• TASK DETAILS: From the entries, return every line where the string "graph" shows up.

• RECORDS:
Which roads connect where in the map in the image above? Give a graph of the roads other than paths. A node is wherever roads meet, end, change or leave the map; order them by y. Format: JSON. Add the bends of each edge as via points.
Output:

--

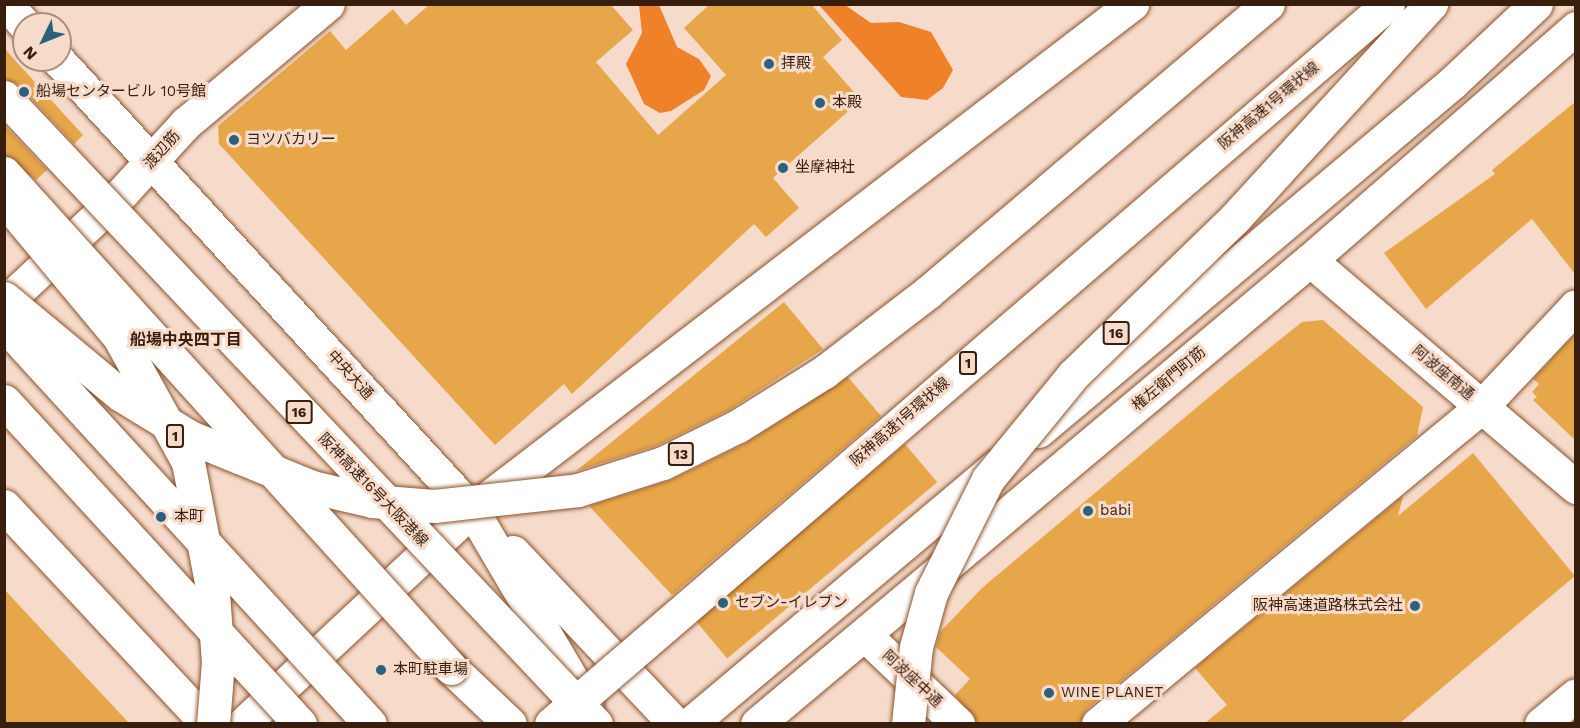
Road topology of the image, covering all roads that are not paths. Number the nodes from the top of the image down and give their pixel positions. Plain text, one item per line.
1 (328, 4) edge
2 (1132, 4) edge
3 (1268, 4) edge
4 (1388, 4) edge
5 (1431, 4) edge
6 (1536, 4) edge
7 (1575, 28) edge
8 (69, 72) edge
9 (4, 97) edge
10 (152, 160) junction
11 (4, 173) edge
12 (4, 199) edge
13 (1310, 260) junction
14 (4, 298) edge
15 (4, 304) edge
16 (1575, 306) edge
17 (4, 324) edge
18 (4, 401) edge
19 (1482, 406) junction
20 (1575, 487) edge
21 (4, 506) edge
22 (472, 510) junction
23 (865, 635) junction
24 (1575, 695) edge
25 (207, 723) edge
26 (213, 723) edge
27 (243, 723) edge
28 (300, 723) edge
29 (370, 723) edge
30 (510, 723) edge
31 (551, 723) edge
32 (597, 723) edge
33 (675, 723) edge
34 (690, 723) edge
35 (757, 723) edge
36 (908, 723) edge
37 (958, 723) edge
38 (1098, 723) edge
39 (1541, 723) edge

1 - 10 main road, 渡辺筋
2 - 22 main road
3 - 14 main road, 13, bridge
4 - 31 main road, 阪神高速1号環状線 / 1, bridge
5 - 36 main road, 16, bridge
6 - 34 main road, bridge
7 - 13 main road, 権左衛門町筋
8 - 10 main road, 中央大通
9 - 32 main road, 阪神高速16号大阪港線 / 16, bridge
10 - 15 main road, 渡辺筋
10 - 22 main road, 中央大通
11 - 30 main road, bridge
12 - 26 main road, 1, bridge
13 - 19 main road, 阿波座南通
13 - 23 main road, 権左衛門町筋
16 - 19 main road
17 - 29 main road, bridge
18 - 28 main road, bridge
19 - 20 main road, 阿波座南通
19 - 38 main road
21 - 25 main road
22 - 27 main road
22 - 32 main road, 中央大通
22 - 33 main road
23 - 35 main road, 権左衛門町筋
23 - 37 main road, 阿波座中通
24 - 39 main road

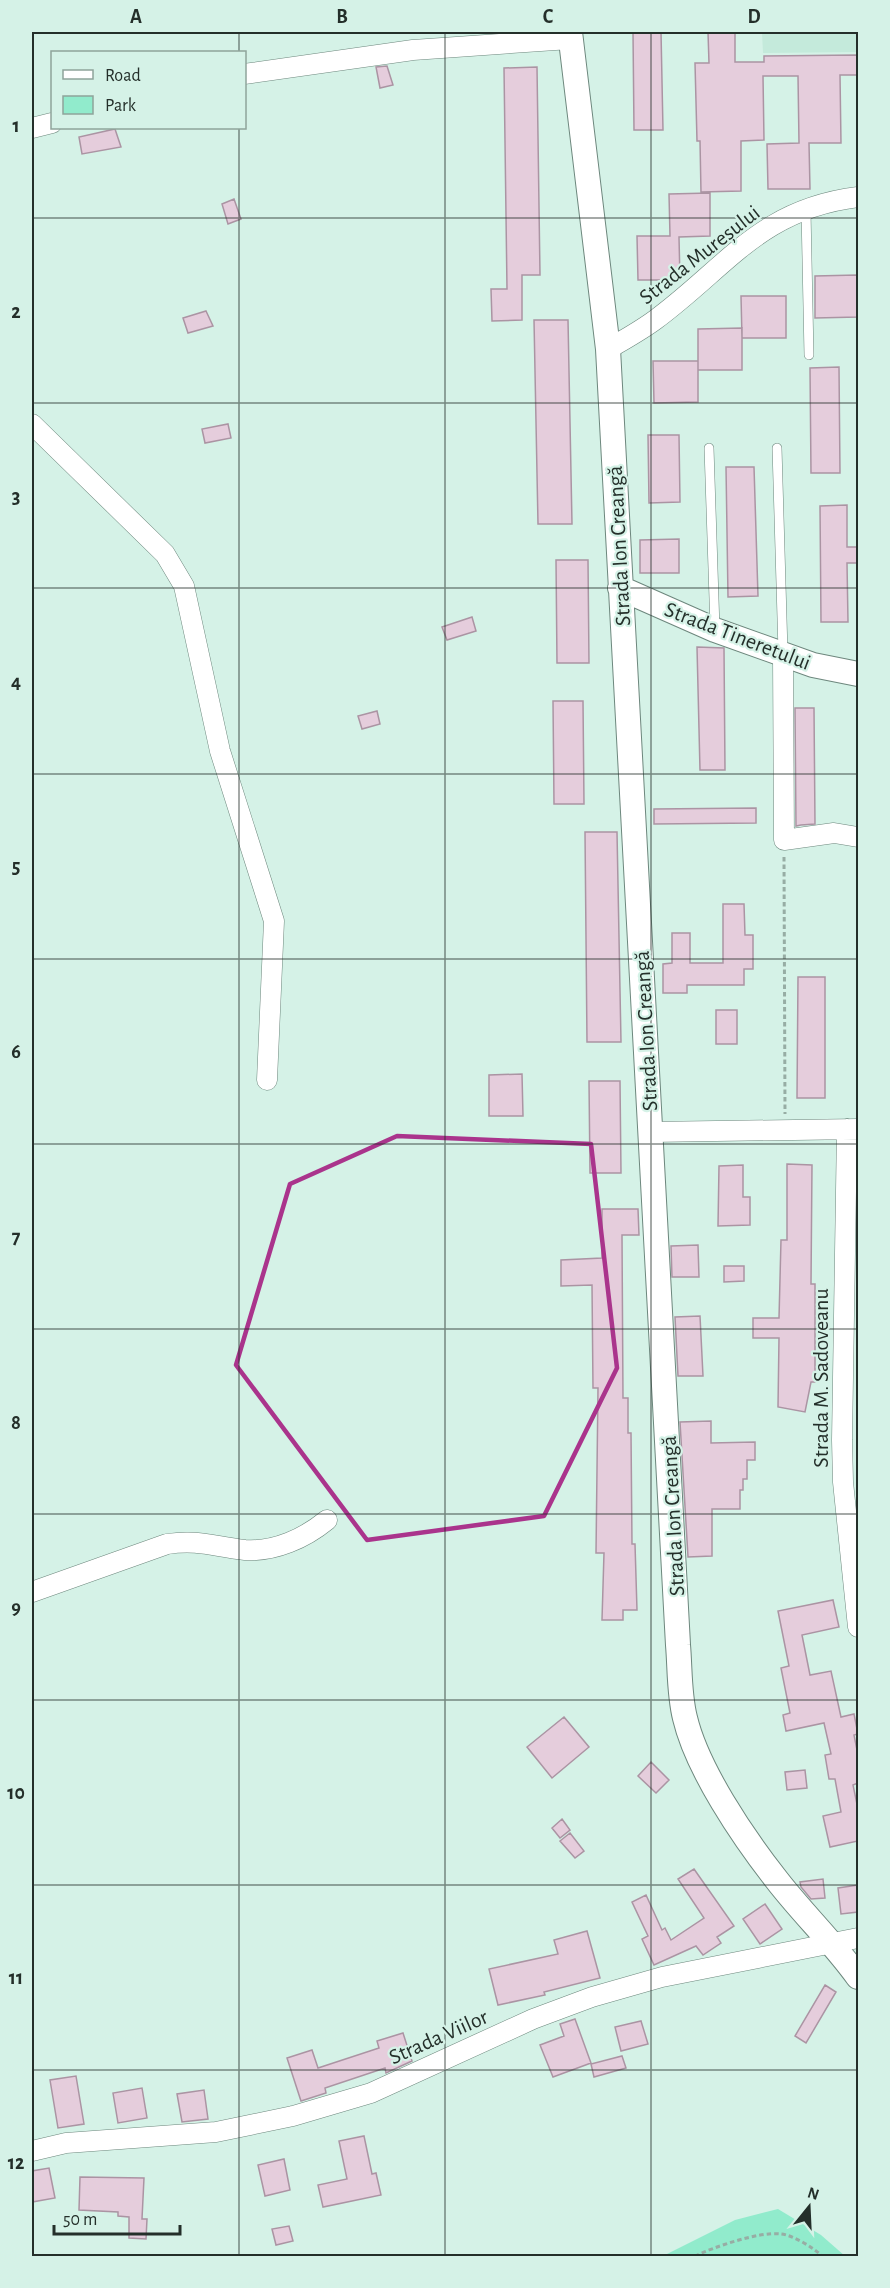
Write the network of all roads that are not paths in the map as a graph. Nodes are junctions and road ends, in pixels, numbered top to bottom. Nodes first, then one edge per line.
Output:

• EXERCISE RESPONSE:
Which roads connect where in the map in the image above? Give a graph of the roads other than paths. A node is wherever roads meet, end, change or leave the map; order them by y. Format: JSON. Add the bends of each edge as via points.
Write the network of all roads that are not paths in the map as a graph. Nodes are junctions and road ends, in pixels, numbered top to bottom. Nodes first, then one edge per line.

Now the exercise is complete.